In data science, standing out can be both a strength and a challenge. Data anomalies are samples in a dataset that deviate from the expected “normal behavior”. While they can represent wrong data that shouldn’t have been included in the first place, they can also uncover rare and underrepresented scenarios, essential for improving data quality and ensuring robust and safe AI decision-making.
In this article, we will showcase audio anomalies in the SpeechCommands dataset and highlight:
- Anomalies at different levels of granularity including acoustic and quality-based anomalies such as low-pitch, mumbling, and truncated commands.
- How anomalies can be found, visualized, and curated at scale.
- How anomalies can be the root cause of significant performance degradation ranging from 20% up to 87%.

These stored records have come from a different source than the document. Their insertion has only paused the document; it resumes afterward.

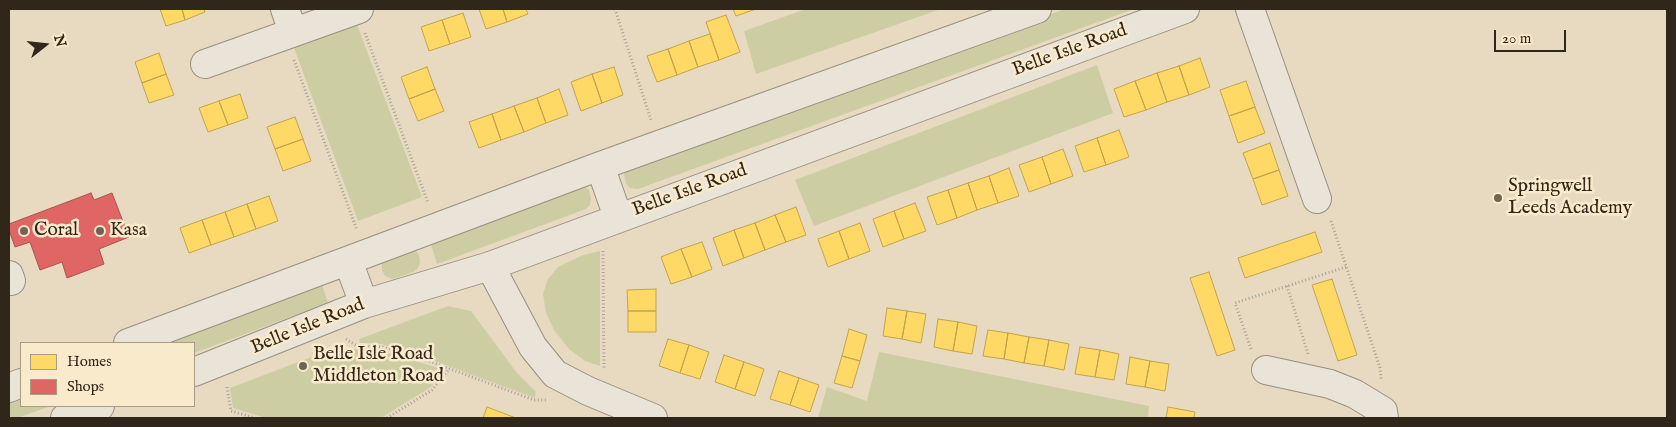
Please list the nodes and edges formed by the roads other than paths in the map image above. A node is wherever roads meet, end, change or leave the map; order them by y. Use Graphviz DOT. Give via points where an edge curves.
graph roads {
  1 [pos="358,9"];
  2 [pos="1036,9"];
  3 [pos="1185,9"];
  4 [pos="1250,9"];
  5 [pos="288,25"];
  6 [pos="205,64"];
  7 [pos="600,166"];
  8 [pos="1317,199"];
  9 [pos="618,217"];
  10 [pos="357,257"];
  11 [pos="490,266"];
  12 [pos="364,304"];
  13 [pos="131,342"];
  14 [pos="1266,370"];
  15 [pos="195,372"];
  16 [pos="97,407"];
  17 [pos="1384,415"];
  18 [pos="65,418"];
  19 [pos="650,418"];
  1 -- 5 [label="street"];
  2 -- 7 [label="street"];
  3 -- 9 [label="street, Belle Isle Road"];
  4 -- 8 [label="street"];
  5 -- 6 [label="street"];
  7 -- 9 [label="street"];
  7 -- 10 [label="street"];
  9 -- 11 [label="street, Belle Isle Road"];
  10 -- 12 [label="street"];
  10 -- 13 [label="street"];
  11 -- 12 [label="street, Belle Isle Road"];
  11 -- 19 [label="street" via="533,347 555,374"];
  12 -- 15 [label="street, Belle Isle Road"];
  14 -- 17 [label="street" via="1330,384 1355,394"];
  16 -- 18 [label="street"];
}
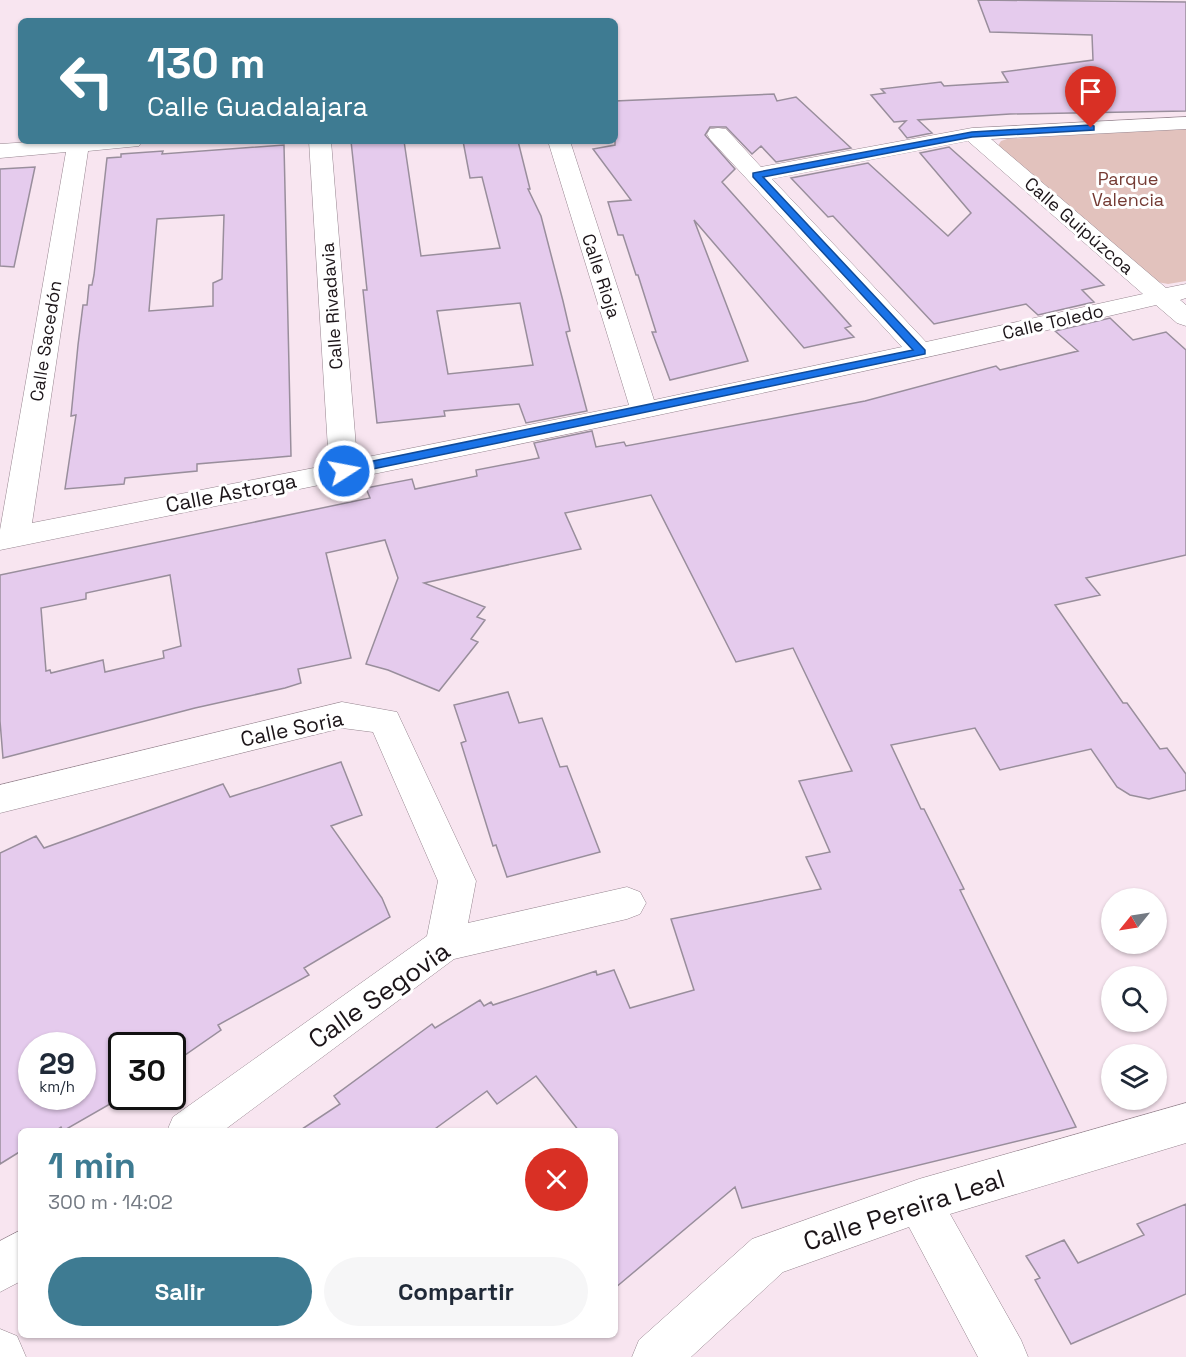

While this article focuses on audio and speech anomalies, many of the challenges and steps are also applicable across other modalities. For example, if you are interested in finding anomalies in computer vision datasets, we recommend reading our case study on finding and managing anomalies on the RailSem19 Dataset.
SpeechCommands: A Dataset for Limited-Vocabulary Speech Recognition
The Speech Commands dataset includes over 105,000 one-second audio clips of 35 distinct English commands spoken by various speakers [1]. This dataset is designed to help train and evaluate keyword spotting systems such as Google Assistant’s “Hey Google”.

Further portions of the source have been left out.